The Man Who Changed the Way We Eat: Craig Claiborne and the American Food Renaissance

The Man Who Changed the Way We Eat: Craig Claiborne and the American Food Renaissance - Thomas McNamee You get down on your knees right now and thank the heavens above for Craig Claiborne!

Go on, do it!

Why? Because if it weren't for him we'd all be eating at the IHOP. Why is that such a bad thing? The Rooty Tooty Fresh'n'Fruity. But I digress...

In The Man Who Changed the Way We Eat Thomas McNamee lays out Mr. Claiborne's history, from small town southern boy hanging around his mamma's kitchen to world-traveled food editor for the New York Times. As the first male editor of said newspaper, he turned what was considered a fluff "women's section" into a respected and much-read hub of information and critical analysis of the NY food scene. His success there sent him on travels to sample the nation's cuisine and what he found disgusted him.
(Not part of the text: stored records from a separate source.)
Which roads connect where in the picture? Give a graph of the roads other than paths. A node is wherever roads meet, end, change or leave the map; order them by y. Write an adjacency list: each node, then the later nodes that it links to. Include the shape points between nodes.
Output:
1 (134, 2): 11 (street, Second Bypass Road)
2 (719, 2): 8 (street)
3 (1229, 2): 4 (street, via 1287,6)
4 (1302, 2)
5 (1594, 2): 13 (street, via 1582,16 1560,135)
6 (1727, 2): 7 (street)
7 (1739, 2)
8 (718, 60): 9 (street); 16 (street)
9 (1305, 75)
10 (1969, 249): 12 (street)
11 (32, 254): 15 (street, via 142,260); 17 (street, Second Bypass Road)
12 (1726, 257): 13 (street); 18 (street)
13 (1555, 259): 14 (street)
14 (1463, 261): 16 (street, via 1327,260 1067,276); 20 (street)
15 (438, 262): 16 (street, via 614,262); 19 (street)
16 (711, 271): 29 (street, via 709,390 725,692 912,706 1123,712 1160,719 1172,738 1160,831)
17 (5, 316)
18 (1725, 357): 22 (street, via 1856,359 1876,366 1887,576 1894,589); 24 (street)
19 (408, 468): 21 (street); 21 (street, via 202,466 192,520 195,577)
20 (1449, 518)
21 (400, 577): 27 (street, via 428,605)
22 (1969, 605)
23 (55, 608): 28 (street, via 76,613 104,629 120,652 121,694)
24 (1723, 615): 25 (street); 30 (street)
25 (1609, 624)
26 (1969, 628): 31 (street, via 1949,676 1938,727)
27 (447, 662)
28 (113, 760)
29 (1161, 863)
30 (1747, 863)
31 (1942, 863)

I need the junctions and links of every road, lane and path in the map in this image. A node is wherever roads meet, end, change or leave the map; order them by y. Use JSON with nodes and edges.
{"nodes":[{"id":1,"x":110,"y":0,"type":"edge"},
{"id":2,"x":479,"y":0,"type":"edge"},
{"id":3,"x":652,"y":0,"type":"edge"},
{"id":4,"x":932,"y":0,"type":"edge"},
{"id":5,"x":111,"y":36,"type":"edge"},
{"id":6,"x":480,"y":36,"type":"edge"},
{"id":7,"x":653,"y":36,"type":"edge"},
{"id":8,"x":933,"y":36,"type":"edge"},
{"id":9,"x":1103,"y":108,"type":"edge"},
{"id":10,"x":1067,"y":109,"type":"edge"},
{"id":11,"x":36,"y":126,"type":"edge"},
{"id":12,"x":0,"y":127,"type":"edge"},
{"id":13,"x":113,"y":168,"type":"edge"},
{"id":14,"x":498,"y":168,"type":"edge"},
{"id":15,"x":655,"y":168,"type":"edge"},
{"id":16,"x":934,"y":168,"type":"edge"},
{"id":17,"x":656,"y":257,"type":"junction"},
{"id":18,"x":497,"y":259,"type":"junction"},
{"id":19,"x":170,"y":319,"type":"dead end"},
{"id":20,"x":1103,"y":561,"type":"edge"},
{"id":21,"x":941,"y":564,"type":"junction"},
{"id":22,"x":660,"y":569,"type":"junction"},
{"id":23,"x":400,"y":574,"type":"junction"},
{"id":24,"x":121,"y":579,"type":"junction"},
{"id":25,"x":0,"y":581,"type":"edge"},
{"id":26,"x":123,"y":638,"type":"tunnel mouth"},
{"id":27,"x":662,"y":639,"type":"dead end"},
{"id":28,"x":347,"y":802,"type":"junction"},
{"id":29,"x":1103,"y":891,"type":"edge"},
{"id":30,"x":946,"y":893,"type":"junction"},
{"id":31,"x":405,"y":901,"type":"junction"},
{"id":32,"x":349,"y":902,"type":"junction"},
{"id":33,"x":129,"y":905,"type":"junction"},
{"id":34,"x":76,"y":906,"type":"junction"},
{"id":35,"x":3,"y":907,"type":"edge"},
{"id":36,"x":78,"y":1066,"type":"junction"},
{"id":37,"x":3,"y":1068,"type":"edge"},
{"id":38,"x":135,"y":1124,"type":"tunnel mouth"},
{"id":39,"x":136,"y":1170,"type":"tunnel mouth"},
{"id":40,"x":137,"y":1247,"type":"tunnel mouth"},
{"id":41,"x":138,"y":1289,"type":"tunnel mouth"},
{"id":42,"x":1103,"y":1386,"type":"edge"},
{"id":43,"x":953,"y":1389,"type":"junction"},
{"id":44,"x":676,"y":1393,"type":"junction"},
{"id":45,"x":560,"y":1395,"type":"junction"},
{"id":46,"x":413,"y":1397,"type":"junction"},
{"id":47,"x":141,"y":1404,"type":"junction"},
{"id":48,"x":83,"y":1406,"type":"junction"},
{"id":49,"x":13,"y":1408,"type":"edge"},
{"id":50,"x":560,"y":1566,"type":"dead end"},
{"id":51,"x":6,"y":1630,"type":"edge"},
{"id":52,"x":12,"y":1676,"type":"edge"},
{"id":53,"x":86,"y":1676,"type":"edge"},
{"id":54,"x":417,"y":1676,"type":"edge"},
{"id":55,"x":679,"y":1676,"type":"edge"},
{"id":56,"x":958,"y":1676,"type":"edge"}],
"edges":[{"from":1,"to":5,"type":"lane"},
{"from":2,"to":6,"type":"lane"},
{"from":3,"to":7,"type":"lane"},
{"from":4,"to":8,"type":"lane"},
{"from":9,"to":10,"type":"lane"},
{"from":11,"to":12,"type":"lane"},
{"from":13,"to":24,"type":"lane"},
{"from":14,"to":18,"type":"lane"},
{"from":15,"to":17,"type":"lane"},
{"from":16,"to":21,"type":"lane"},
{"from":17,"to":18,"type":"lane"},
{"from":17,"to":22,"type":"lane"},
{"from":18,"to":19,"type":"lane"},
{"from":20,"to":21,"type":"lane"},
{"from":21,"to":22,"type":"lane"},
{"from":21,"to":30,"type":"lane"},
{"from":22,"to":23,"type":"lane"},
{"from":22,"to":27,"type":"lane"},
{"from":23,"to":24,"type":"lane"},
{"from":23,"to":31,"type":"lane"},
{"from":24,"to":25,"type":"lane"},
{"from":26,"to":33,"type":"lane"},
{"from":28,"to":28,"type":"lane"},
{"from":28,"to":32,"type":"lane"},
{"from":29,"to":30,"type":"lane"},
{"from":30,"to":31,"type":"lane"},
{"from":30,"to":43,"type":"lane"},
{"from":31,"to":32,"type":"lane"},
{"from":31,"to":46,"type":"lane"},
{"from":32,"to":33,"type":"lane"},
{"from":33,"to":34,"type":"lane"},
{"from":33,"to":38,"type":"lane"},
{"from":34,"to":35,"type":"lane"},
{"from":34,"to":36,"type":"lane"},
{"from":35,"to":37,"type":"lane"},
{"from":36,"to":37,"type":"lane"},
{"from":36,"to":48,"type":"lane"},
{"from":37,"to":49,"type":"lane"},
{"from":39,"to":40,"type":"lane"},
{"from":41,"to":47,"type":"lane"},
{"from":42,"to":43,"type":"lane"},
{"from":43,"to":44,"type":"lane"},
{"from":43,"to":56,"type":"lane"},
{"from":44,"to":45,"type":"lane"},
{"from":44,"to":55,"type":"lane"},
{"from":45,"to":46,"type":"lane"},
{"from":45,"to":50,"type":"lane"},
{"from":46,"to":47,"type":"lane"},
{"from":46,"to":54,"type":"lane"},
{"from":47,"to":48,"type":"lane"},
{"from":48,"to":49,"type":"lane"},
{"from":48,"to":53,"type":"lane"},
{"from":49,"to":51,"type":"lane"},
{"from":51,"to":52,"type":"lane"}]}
The post World War II U.S. landscape had become a vast desert of fine dining. Hell, never mind "fine," some of it was barely edible...think Spam and tv dinners. Even fresh, homemade meals were becoming a rarity. Thanks to Claiborne, chefs pulled up their bootstraps and Americans learned to love making, as well as eating, good food again.

But it's not all happy sunshine and sweet puppy dog kisses. Claiborne had his demons and more than just skeletons in the closet. McNamee takes a flamboyant delight in parading Claiborne's transgressions about for all to see. It gets to the point one wonders if he even liked writing about his subject. But that doubt is wiped away when one considers the thick praise layered upon the man through out this well-baked cake, er rather, well-written book.

Dieter's Note: If you're trying to lose weight, you may not want to read this. It's dangerous. Delicious descriptions of food abound!